Human tumor cells lines with acquired resistance to cisplatin (DDP) and carboplatin (CBDCA) are often cross-resistant to copper and vice versa, and some DDP-resistant cells overexpress the copper export pump ATP7B. We sought to demonstrate that ATP7B directly mediates resistance to DDP and CBDCA by stably transfecting human carcinoma cells with a vector designed to express ATP7B. Increased expression of ATP7B rendered all three cell lines tested more resistant to a 1-h exposure to DDP (1.6-2.6-fold), CBDCA (1.5-1.6-fold), and copper (1.2-1.4-fold).

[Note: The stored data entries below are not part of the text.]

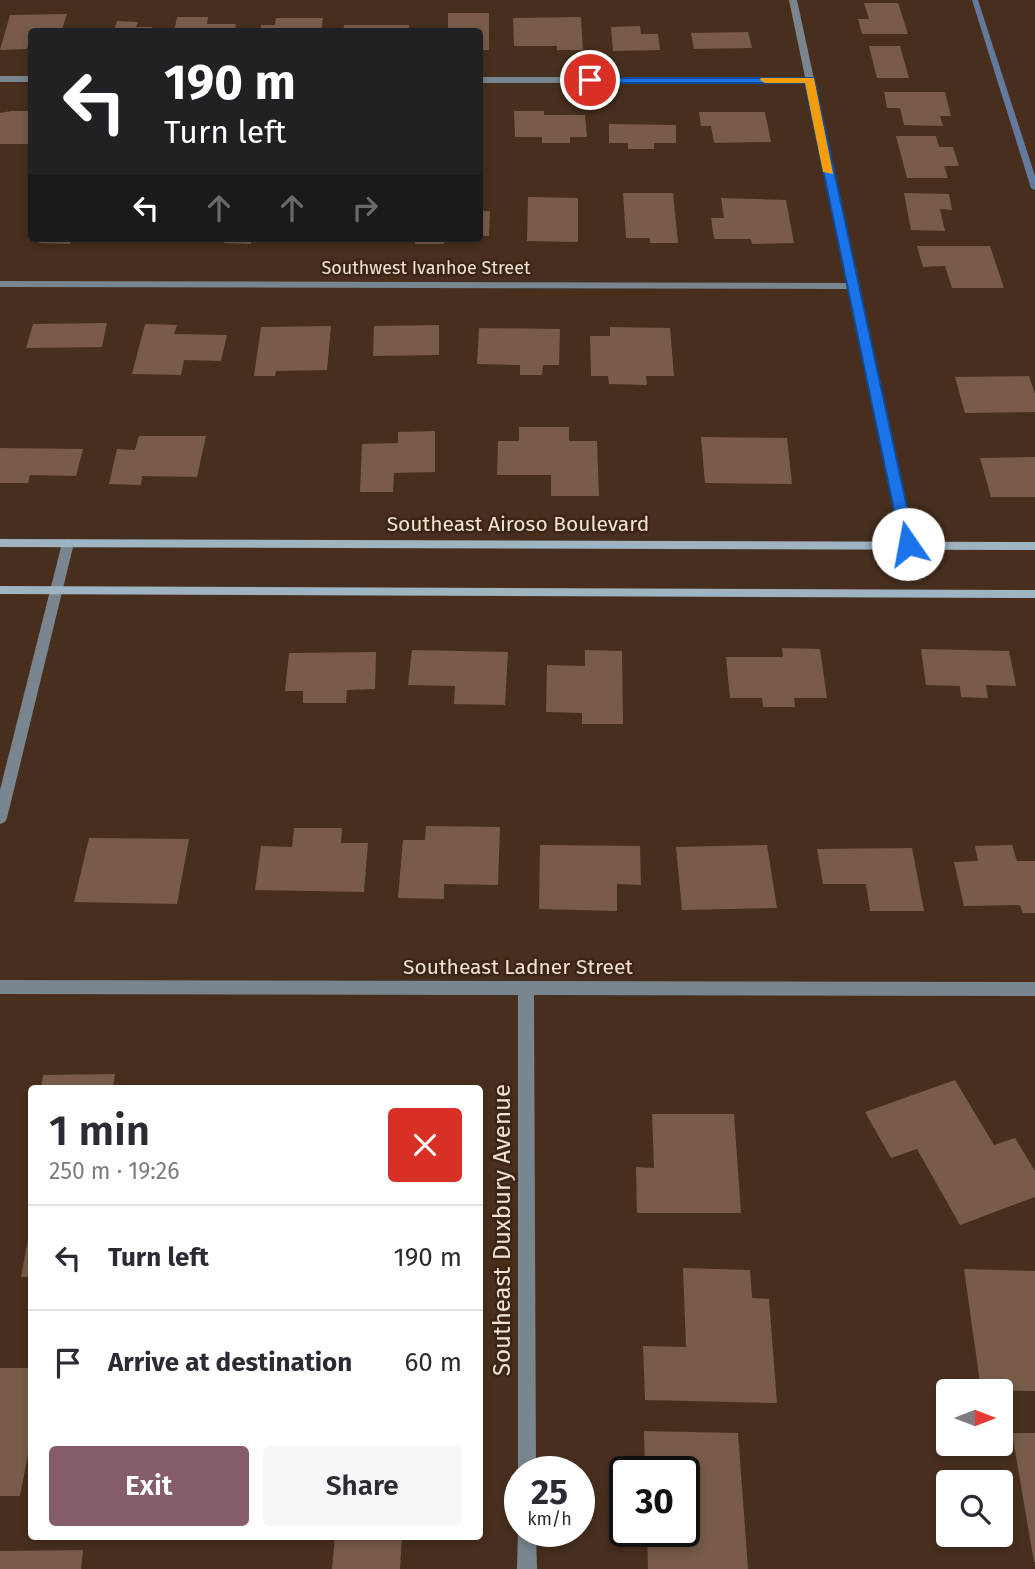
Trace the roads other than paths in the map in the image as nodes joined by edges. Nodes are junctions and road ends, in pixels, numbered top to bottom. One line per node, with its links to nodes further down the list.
1 (793, 0): 5 (street)
2 (0, 79): 3 (street)
3 (28, 79)
4 (483, 80): 5 (street)
5 (810, 80): 7 (street)
6 (0, 284): 7 (street, Southwest Ivanhoe Street)
7 (853, 286): 10 (street)
8 (0, 543): 9 (main road, Southeast Airoso Boulevard)
9 (68, 543): 10 (main road, Southeast Airoso Boulevard); 13 (street)
10 (908, 544): 11 (main road, Southeast Airoso Boulevard)
11 (1035, 546)
12 (0, 590): 13 (main road)
13 (57, 590): 14 (main road); 15 (street)
14 (1035, 594)
15 (0, 818)
16 (0, 986): 17 (street, Southeast Ladner Street)
17 (526, 988): 18 (street, Southeast Ladner Street); 19 (street, Southeast Duxbury Avenue)
18 (1035, 989)
19 (527, 1456)
20 (527, 1547): 21 (street)
21 (527, 1569)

The effect of ATP7B on the cellular pharmacology of 64Cu and [14C]CBDCA was investigated in more detail using one cell pair (2008 cells transfected with an empty vector or an ATP7B-expressing vector). In the 2008/ATP7B subline, steady-state copper levels were decreased under both basal and copper-supplemented conditions, as was steady-state CBDCA content upon exposure to 50 microM [14C]CBDCA. Over the first 5 min, the average rate of accumulation of copper and CBCDA in the 2008/ATP7B cells was reduced by 37 and 61%, respectively. Efflux was more rapid from 2008/ATP7B cells for both copper and CBDCA. Two-compartment modeling indicated that the second phase of efflux was increased by a factor of 3.9-fold for CBCDA and to an even greater extent for copper. We conclude that expression of ATP7B regulates sensitivity to CBDCA as well as to DDP and copper and that a transporter that normally mediates copper homeostasis modulates the cellular pharmacology of CBDCA.